- Born: 15 May 1992 (age 34) Dalian, Liaoning, China
- Native name: 王聰
- Nickname: The Joker
- Height: 5 ft 7 in (1.70 m)
- Weight: 125 lb (57 kg; 8 st 13 lb)
- Division: Lightweight (Boxing & Kickboxing) Flyweight (MMA)
- Reach: 66.5 in (169 cm)
- Style: Kickboxing, Sanda, Boxing
- Fighting out of: Liaoning Province, China
- Team: Team Alpha Male
- Years active: 2014–present

Kickboxing record
- Total: 9
- Wins: 8
- By knockout: 1
- Draws: 1

Mixed martial arts record
- Total: 11
- Wins: 10
- By knockout: 2
- By submission: 2
- By decision: 6
- Losses: 1
- By submission: 1

Other information
- Mixed martial arts record from Sherdog
- Medal record
Representing China
Women's Sanda
World Championships
| Gold medal – first place | 2013 Kuala Lumpur | 60 kg |
Asian Games
| Gold medal – first place | 2014 Incheon | 60 kg |
Women's amateur boxing
World Championships
| Silver medal – second place | 2019 Ulan-Ude | 60 kg |

= Wang Cong =

Chinese martial artist

Wang Cong (王聪 (Wáng Cōng); born 15 May 1992) is a Chinese mixed martial artist, boxer, and Sanda kickboxer currently competing in the women's Flyweight division of the Ultimate Fighting Championship (UFC). She was the Kunlun Fight Women's Lightweight Champion as well as the Kunlun Fight 2018 Legend of Mulan Tournament winner.
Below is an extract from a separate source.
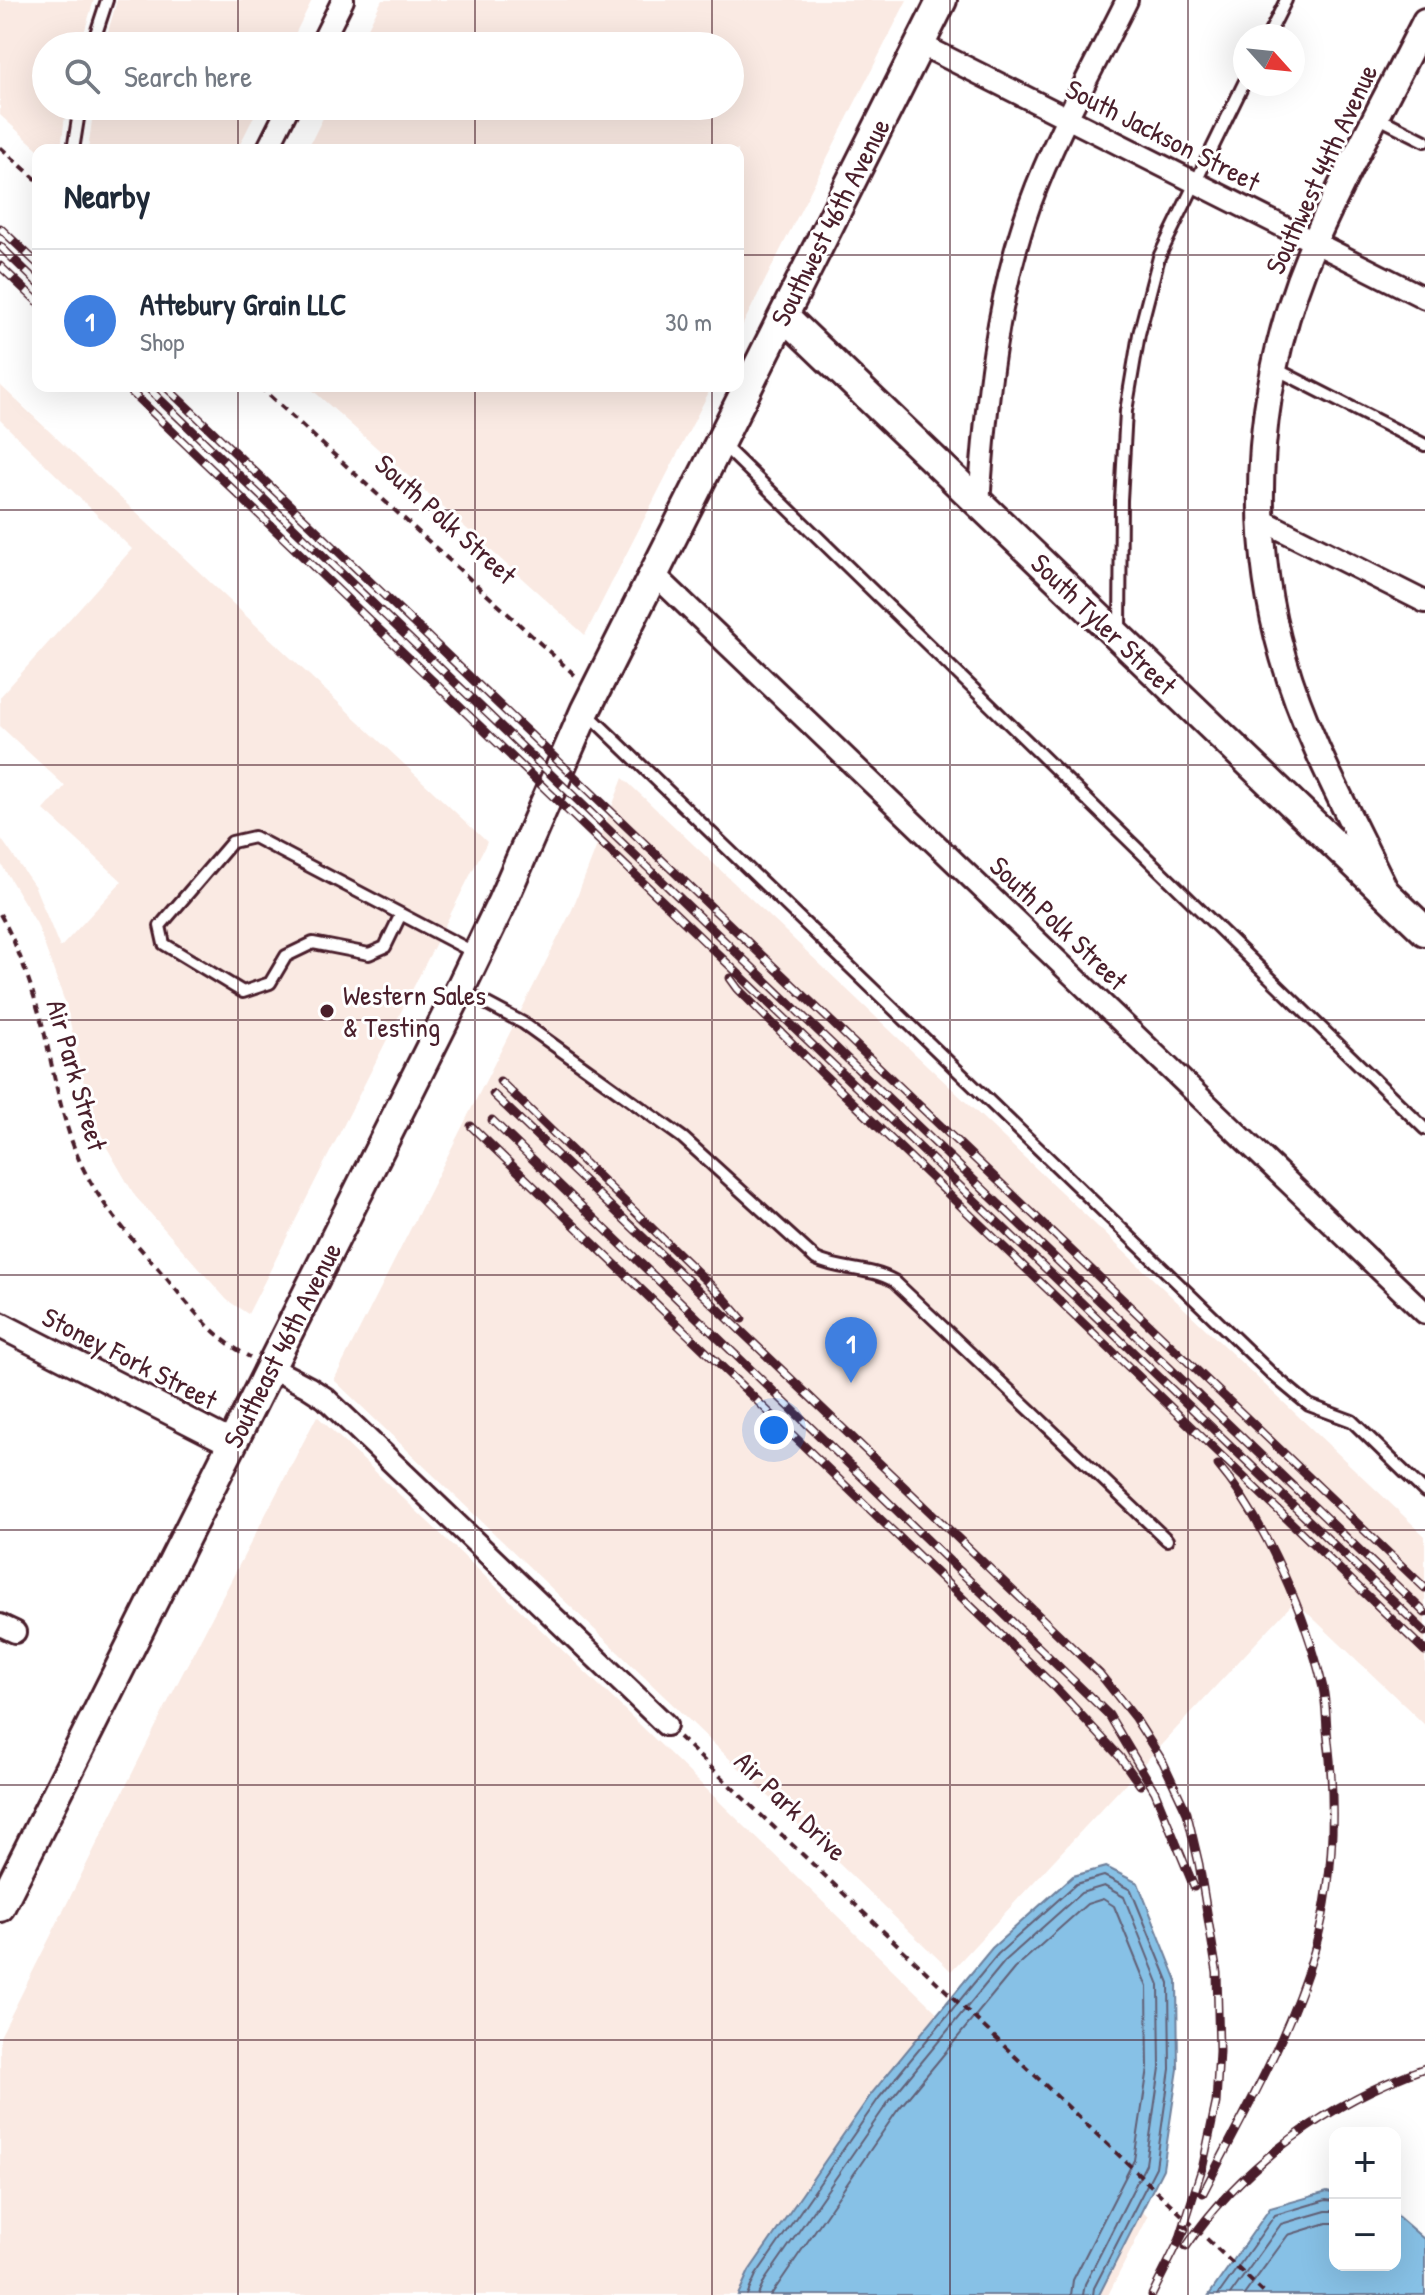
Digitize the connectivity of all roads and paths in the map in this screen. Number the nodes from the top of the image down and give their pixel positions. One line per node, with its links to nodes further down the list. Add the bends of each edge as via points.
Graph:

As of July 11, 2026, she is #6 in the Meta UFC women's flyweight rankings.

With regards to her amateur credentials, she won a gold medal in Sanda at the 2013 World Wushu Championships and another gold medal at the 2014 Asian Games. She won a silver medal in amateur boxing at the 2019 World Championships.

==Kickboxing==
Wang faced Tiffany van Soest in Las Vegas, Nevada, on November 16, 2010. The bout was declared a draw after 3 rounds

On October 31, 2015, Wang defeated future UFC Women's Flyweight Champion Valentina Shevchenko by unanimous decision at Kunlun Fight 33.

On September 9, 2018, Wang took part in an eight women one night night tournament at Kunlun Fight 76. In the quarterfinals she defeated Niamh Kinehan by unanimous decision. In the semifinals she defeated Nili Block by unanimous decision. In the final she defeated Zhu Mengjia by unanimous decision to win the tournament.

== Mixed martial arts ==
After winning her first three bouts in MMA, Wang faced her biggest challenge yet, taking on UFC vet Wu Yanan on January 20, 2024 at Kunlun Fight 95, winning the bout via unanimous decision.

Wang faced Paula Luna on May 18, 2024 at Road to UFC Season 3: Episode 2, where she submitted her opponent in the first round and won a UFC contract.

===Ultimate Fighting Championship===
Wang faced Victoria Leonardo on August 24, 2024 at UFC on ESPN 62. She won the fight by knockout in the first round. One day after the event, UFC CEO Dana White added a Performance of the Night award for Wang.

Wang faced Gabriella Fernandes on November 23, 2024, at UFC Fight Night 248. She was dropped by a left hook and lost the fight via a rear-naked choke submission in the second round, marking her first loss as a mixed martial artist.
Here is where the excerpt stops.